■ WORK TO BE COMPLETED:
All of the data goes into your copy exactly as written. Images do not.

■ ENTRIES SHOWN:
* * * * * * *

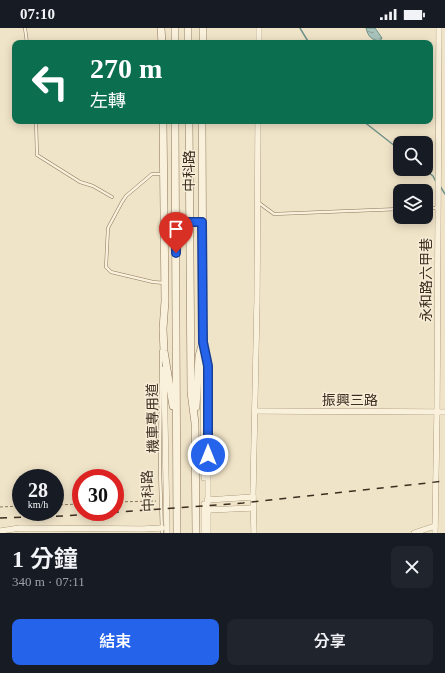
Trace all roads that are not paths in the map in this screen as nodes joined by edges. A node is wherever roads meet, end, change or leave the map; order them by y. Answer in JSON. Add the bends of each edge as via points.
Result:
{"nodes":[{"id":1,"x":25,"y":28,"type":"edge"},
{"id":2,"x":162,"y":28,"type":"edge"},
{"id":3,"x":175,"y":28,"type":"edge"},
{"id":4,"x":188,"y":28,"type":"edge"},
{"id":5,"x":203,"y":28,"type":"edge"},
{"id":6,"x":259,"y":28,"type":"edge"},
{"id":7,"x":439,"y":28,"type":"edge"},
{"id":8,"x":27,"y":40,"type":"edge"},
{"id":9,"x":162,"y":40,"type":"edge"},
{"id":10,"x":175,"y":40,"type":"edge"},
{"id":11,"x":188,"y":40,"type":"edge"},
{"id":12,"x":203,"y":40,"type":"edge"},
{"id":13,"x":258,"y":40,"type":"edge"},
{"id":14,"x":36,"y":124,"type":"edge"},
{"id":15,"x":163,"y":124,"type":"edge"},
{"id":16,"x":176,"y":124,"type":"edge"},
{"id":17,"x":189,"y":124,"type":"edge"},
{"id":18,"x":202,"y":124,"type":"edge"},
{"id":19,"x":258,"y":124,"type":"edge"},
{"id":20,"x":165,"y":174,"type":"junction"},
{"id":21,"x":112,"y":197,"type":"dead end"},
{"id":22,"x":257,"y":202,"type":"junction"},
{"id":23,"x":433,"y":208,"type":"edge"},
{"id":24,"x":438,"y":208,"type":"junction"},
{"id":25,"x":393,"y":209,"type":"edge"},
{"id":26,"x":176,"y":222,"type":"junction"},
{"id":27,"x":191,"y":222,"type":"junction"},
{"id":28,"x":202,"y":222,"type":"junction"},
{"id":29,"x":164,"y":224,"type":"junction"},
{"id":30,"x":165,"y":283,"type":"junction"},
{"id":31,"x":163,"y":328,"type":"junction"},
{"id":32,"x":203,"y":342,"type":"junction"},
{"id":33,"x":164,"y":351,"type":"junction"},
{"id":34,"x":254,"y":411,"type":"junction"},
{"id":35,"x":437,"y":412,"type":"junction"},
{"id":36,"x":445,"y":412,"type":"edge"},
{"id":37,"x":195,"y":423,"type":"junction"},
{"id":38,"x":176,"y":426,"type":"junction"},
{"id":39,"x":253,"y":497,"type":"junction"},
{"id":40,"x":207,"y":500,"type":"junction"},
{"id":41,"x":253,"y":508,"type":"junction"},
{"id":42,"x":208,"y":510,"type":"junction"},
{"id":43,"x":435,"y":526,"type":"junction"},
{"id":44,"x":162,"y":530,"type":"edge"},
{"id":45,"x":0,"y":531,"type":"edge"},
{"id":46,"x":167,"y":533,"type":"edge"},
{"id":47,"x":177,"y":533,"type":"edge"},
{"id":48,"x":196,"y":533,"type":"edge"},
{"id":49,"x":204,"y":533,"type":"edge"},
{"id":50,"x":208,"y":533,"type":"edge"},
{"id":51,"x":254,"y":533,"type":"edge"},
{"id":52,"x":414,"y":533,"type":"edge"},
{"id":53,"x":434,"y":533,"type":"edge"}],
"edges":[{"from":1,"to":8,"type":"lane"},
{"from":2,"to":9,"type":"street"},
{"from":3,"to":10,"type":"street"},
{"from":4,"to":11,"type":"street"},
{"from":5,"to":12,"type":"street"},
{"from":6,"to":13,"type":"street"},
{"from":7,"to":24,"type":"street","name":"永和路六甲巷"},
{"from":14,"to":21,"type":"lane","via":[[37,155],[80,182]]},
{"from":15,"to":20,"type":"street","name":"中科路"},
{"from":16,"to":26,"type":"street","name":"中科路"},
{"from":17,"to":27,"type":"street","name":"中科路"},
{"from":18,"to":28,"type":"street","name":"中科路"},
{"from":19,"to":22,"type":"street"},
{"from":20,"to":29,"type":"street","name":"中科路"},
{"from":20,"to":30,"type":"lane","via":[[152,174],[122,202],[108,228],[106,267],[111,272]]},
{"from":22,"to":25,"type":"lane","via":[[274,214]]},
{"from":22,"to":34,"type":"street"},
{"from":23,"to":24,"type":"lane"},
{"from":24,"to":35,"type":"street","name":"永和路六甲巷"},
{"from":26,"to":27,"type":"street"},
{"from":26,"to":29,"type":"street"},
{"from":26,"to":38,"type":"street","name":"中科路"},
{"from":27,"to":28,"type":"street"},
{"from":27,"to":37,"type":"street","name":"中科路","via":[[191,392]]},
{"from":28,"to":32,"type":"street","name":"中科路"},
{"from":29,"to":30,"type":"street","name":"中科路"},
{"from":30,"to":31,"type":"street","name":"中科路"},
{"from":31,"to":33,"type":"street","name":"中科路"},
{"from":31,"to":44,"type":"lane","name":"中科路","via":[[160,379]]},
{"from":32,"to":37,"type":"street","via":[[199,356]]},
{"from":32,"to":40,"type":"street","name":"中科路","via":[[208,366]]},
{"from":32,"to":49,"type":"street"},
{"from":33,"to":38,"type":"street","name":"中科路"},
{"from":33,"to":46,"type":"street","name":"機車專用道"},
{"from":34,"to":35,"type":"street","name":"振興三路"},
{"from":34,"to":39,"type":"street"},
{"from":35,"to":36,"type":"street","name":"振興三路"},
{"from":35,"to":43,"type":"street","name":"永和路六甲巷"},
{"from":37,"to":48,"type":"street"},
{"from":38,"to":47,"type":"street"},
{"from":39,"to":40,"type":"street"},
{"from":39,"to":41,"type":"street"},
{"from":40,"to":42,"type":"street","name":"中科路"},
{"from":41,"to":42,"type":"street"},
{"from":41,"to":51,"type":"street"},
{"from":42,"to":50,"type":"street","name":"中科路"},
{"from":43,"to":52,"type":"street"},
{"from":43,"to":53,"type":"street","name":"永和路六甲巷"},
{"from":44,"to":45,"type":"street","via":[[20,528]]}]}
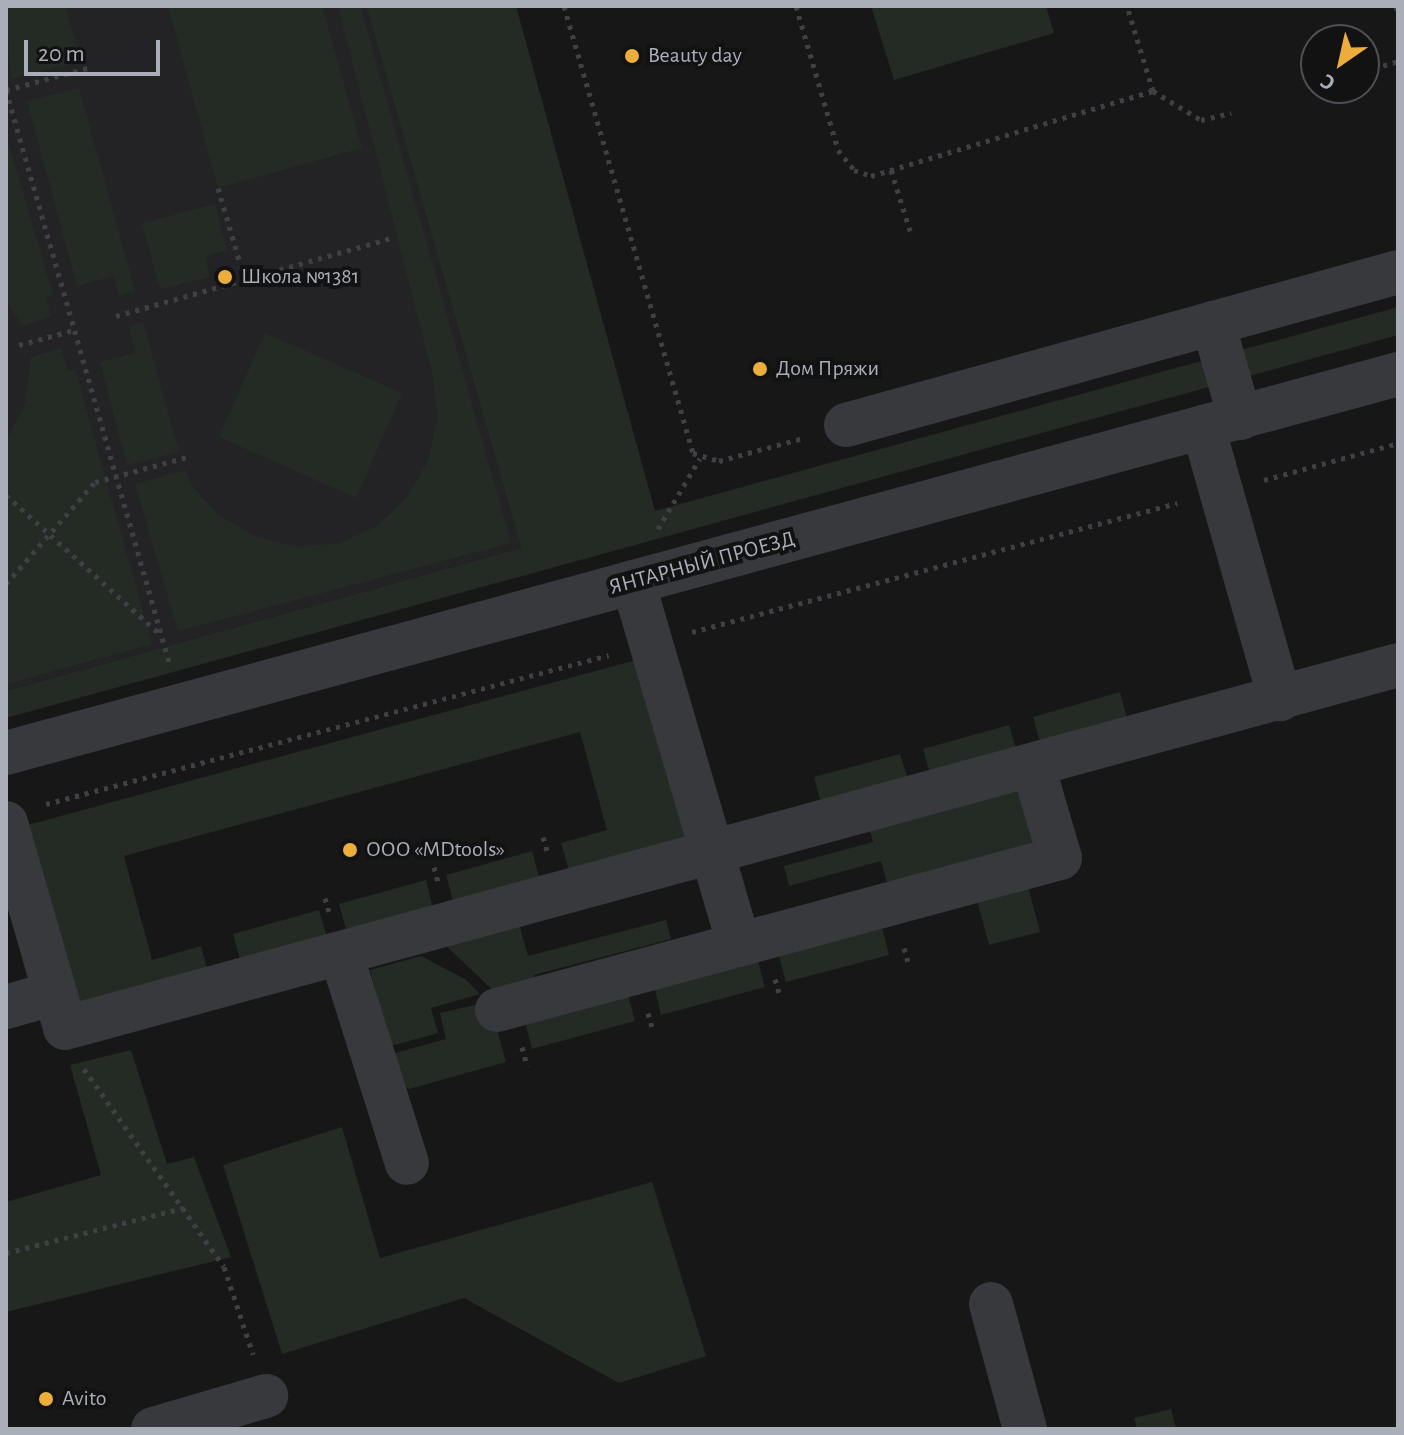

* * * * * * *

■ SOLVED PROBLEM:
Trace all roads that are not paths in the map in this screen as nodes joined by edges. A node is wherever roads meet, end, change or leave the map; order them by y. Answer in JSON. Add the bends of each edge as via points.
Result:
{"nodes":[{"id":1,"x":25,"y":28,"type":"edge"},
{"id":2,"x":162,"y":28,"type":"edge"},
{"id":3,"x":175,"y":28,"type":"edge"},
{"id":4,"x":188,"y":28,"type":"edge"},
{"id":5,"x":203,"y":28,"type":"edge"},
{"id":6,"x":259,"y":28,"type":"edge"},
{"id":7,"x":439,"y":28,"type":"edge"},
{"id":8,"x":27,"y":40,"type":"edge"},
{"id":9,"x":162,"y":40,"type":"edge"},
{"id":10,"x":175,"y":40,"type":"edge"},
{"id":11,"x":188,"y":40,"type":"edge"},
{"id":12,"x":203,"y":40,"type":"edge"},
{"id":13,"x":258,"y":40,"type":"edge"},
{"id":14,"x":36,"y":124,"type":"edge"},
{"id":15,"x":163,"y":124,"type":"edge"},
{"id":16,"x":176,"y":124,"type":"edge"},
{"id":17,"x":189,"y":124,"type":"edge"},
{"id":18,"x":202,"y":124,"type":"edge"},
{"id":19,"x":258,"y":124,"type":"edge"},
{"id":20,"x":165,"y":174,"type":"junction"},
{"id":21,"x":112,"y":197,"type":"dead end"},
{"id":22,"x":257,"y":202,"type":"junction"},
{"id":23,"x":433,"y":208,"type":"edge"},
{"id":24,"x":438,"y":208,"type":"junction"},
{"id":25,"x":393,"y":209,"type":"edge"},
{"id":26,"x":176,"y":222,"type":"junction"},
{"id":27,"x":191,"y":222,"type":"junction"},
{"id":28,"x":202,"y":222,"type":"junction"},
{"id":29,"x":164,"y":224,"type":"junction"},
{"id":30,"x":165,"y":283,"type":"junction"},
{"id":31,"x":163,"y":328,"type":"junction"},
{"id":32,"x":203,"y":342,"type":"junction"},
{"id":33,"x":164,"y":351,"type":"junction"},
{"id":34,"x":254,"y":411,"type":"junction"},
{"id":35,"x":437,"y":412,"type":"junction"},
{"id":36,"x":445,"y":412,"type":"edge"},
{"id":37,"x":195,"y":423,"type":"junction"},
{"id":38,"x":176,"y":426,"type":"junction"},
{"id":39,"x":253,"y":497,"type":"junction"},
{"id":40,"x":207,"y":500,"type":"junction"},
{"id":41,"x":253,"y":508,"type":"junction"},
{"id":42,"x":208,"y":510,"type":"junction"},
{"id":43,"x":435,"y":526,"type":"junction"},
{"id":44,"x":162,"y":530,"type":"edge"},
{"id":45,"x":0,"y":531,"type":"edge"},
{"id":46,"x":167,"y":533,"type":"edge"},
{"id":47,"x":177,"y":533,"type":"edge"},
{"id":48,"x":196,"y":533,"type":"edge"},
{"id":49,"x":204,"y":533,"type":"edge"},
{"id":50,"x":208,"y":533,"type":"edge"},
{"id":51,"x":254,"y":533,"type":"edge"},
{"id":52,"x":414,"y":533,"type":"edge"},
{"id":53,"x":434,"y":533,"type":"edge"}],
"edges":[{"from":1,"to":8,"type":"lane"},
{"from":2,"to":9,"type":"street"},
{"from":3,"to":10,"type":"street"},
{"from":4,"to":11,"type":"street"},
{"from":5,"to":12,"type":"street"},
{"from":6,"to":13,"type":"street"},
{"from":7,"to":24,"type":"street","name":"永和路六甲巷"},
{"from":14,"to":21,"type":"lane","via":[[37,155],[80,182]]},
{"from":15,"to":20,"type":"street","name":"中科路"},
{"from":16,"to":26,"type":"street","name":"中科路"},
{"from":17,"to":27,"type":"street","name":"中科路"},
{"from":18,"to":28,"type":"street","name":"中科路"},
{"from":19,"to":22,"type":"street"},
{"from":20,"to":29,"type":"street","name":"中科路"},
{"from":20,"to":30,"type":"lane","via":[[152,174],[122,202],[108,228],[106,267],[111,272]]},
{"from":22,"to":25,"type":"lane","via":[[274,214]]},
{"from":22,"to":34,"type":"street"},
{"from":23,"to":24,"type":"lane"},
{"from":24,"to":35,"type":"street","name":"永和路六甲巷"},
{"from":26,"to":27,"type":"street"},
{"from":26,"to":29,"type":"street"},
{"from":26,"to":38,"type":"street","name":"中科路"},
{"from":27,"to":28,"type":"street"},
{"from":27,"to":37,"type":"street","name":"中科路","via":[[191,392]]},
{"from":28,"to":32,"type":"street","name":"中科路"},
{"from":29,"to":30,"type":"street","name":"中科路"},
{"from":30,"to":31,"type":"street","name":"中科路"},
{"from":31,"to":33,"type":"street","name":"中科路"},
{"from":31,"to":44,"type":"lane","name":"中科路","via":[[160,379]]},
{"from":32,"to":37,"type":"street","via":[[199,356]]},
{"from":32,"to":40,"type":"street","name":"中科路","via":[[208,366]]},
{"from":32,"to":49,"type":"street"},
{"from":33,"to":38,"type":"street","name":"中科路"},
{"from":33,"to":46,"type":"street","name":"機車專用道"},
{"from":34,"to":35,"type":"street","name":"振興三路"},
{"from":34,"to":39,"type":"street"},
{"from":35,"to":36,"type":"street","name":"振興三路"},
{"from":35,"to":43,"type":"street","name":"永和路六甲巷"},
{"from":37,"to":48,"type":"street"},
{"from":38,"to":47,"type":"street"},
{"from":39,"to":40,"type":"street"},
{"from":39,"to":41,"type":"street"},
{"from":40,"to":42,"type":"street","name":"中科路"},
{"from":41,"to":42,"type":"street"},
{"from":41,"to":51,"type":"street"},
{"from":42,"to":50,"type":"street","name":"中科路"},
{"from":43,"to":52,"type":"street"},
{"from":43,"to":53,"type":"street","name":"永和路六甲巷"},
{"from":44,"to":45,"type":"street","via":[[20,528]]}]}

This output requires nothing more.